### [What you need to do]
Restate the records in full, keeping every word as it is.

[[ Recorded information, beginning ]]

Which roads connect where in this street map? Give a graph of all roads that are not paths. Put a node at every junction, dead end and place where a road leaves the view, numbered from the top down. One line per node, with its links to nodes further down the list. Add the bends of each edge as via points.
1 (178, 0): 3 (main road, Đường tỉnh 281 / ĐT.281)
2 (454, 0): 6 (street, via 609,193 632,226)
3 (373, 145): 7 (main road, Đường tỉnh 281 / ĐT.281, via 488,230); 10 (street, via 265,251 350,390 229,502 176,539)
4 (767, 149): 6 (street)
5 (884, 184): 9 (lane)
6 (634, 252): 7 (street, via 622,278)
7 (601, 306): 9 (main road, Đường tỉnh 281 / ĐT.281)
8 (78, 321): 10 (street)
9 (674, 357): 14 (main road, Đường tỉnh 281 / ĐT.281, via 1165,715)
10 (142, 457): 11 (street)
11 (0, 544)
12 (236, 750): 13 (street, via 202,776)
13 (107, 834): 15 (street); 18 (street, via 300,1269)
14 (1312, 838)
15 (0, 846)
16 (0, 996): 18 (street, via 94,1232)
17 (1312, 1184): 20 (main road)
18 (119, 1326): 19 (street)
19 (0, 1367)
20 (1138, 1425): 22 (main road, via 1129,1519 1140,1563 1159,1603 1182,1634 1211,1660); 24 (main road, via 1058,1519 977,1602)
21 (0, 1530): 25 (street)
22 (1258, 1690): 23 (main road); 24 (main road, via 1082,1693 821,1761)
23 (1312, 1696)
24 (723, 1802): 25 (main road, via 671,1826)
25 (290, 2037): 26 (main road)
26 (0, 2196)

[[ Recorded information, end ]]

### [Written response]
Which roads connect where in this street map? Give a graph of all roads that are not paths. Put a node at every junction, dead end and place where a road leaves the view, numbered from the top down. One line per node, with its links to nodes further down the list. Add the bends of each edge as via points.
1 (178, 0): 3 (main road, Đường tỉnh 281 / ĐT.281)
2 (454, 0): 6 (street, via 609,193 632,226)
3 (373, 145): 7 (main road, Đường tỉnh 281 / ĐT.281, via 488,230); 10 (street, via 265,251 350,390 229,502 176,539)
4 (767, 149): 6 (street)
5 (884, 184): 9 (lane)
6 (634, 252): 7 (street, via 622,278)
7 (601, 306): 9 (main road, Đường tỉnh 281 / ĐT.281)
8 (78, 321): 10 (street)
9 (674, 357): 14 (main road, Đường tỉnh 281 / ĐT.281, via 1165,715)
10 (142, 457): 11 (street)
11 (0, 544)
12 (236, 750): 13 (street, via 202,776)
13 (107, 834): 15 (street); 18 (street, via 300,1269)
14 (1312, 838)
15 (0, 846)
16 (0, 996): 18 (street, via 94,1232)
17 (1312, 1184): 20 (main road)
18 (119, 1326): 19 (street)
19 (0, 1367)
20 (1138, 1425): 22 (main road, via 1129,1519 1140,1563 1159,1603 1182,1634 1211,1660); 24 (main road, via 1058,1519 977,1602)
21 (0, 1530): 25 (street)
22 (1258, 1690): 23 (main road); 24 (main road, via 1082,1693 821,1761)
23 (1312, 1696)
24 (723, 1802): 25 (main road, via 671,1826)
25 (290, 2037): 26 (main road)
26 (0, 2196)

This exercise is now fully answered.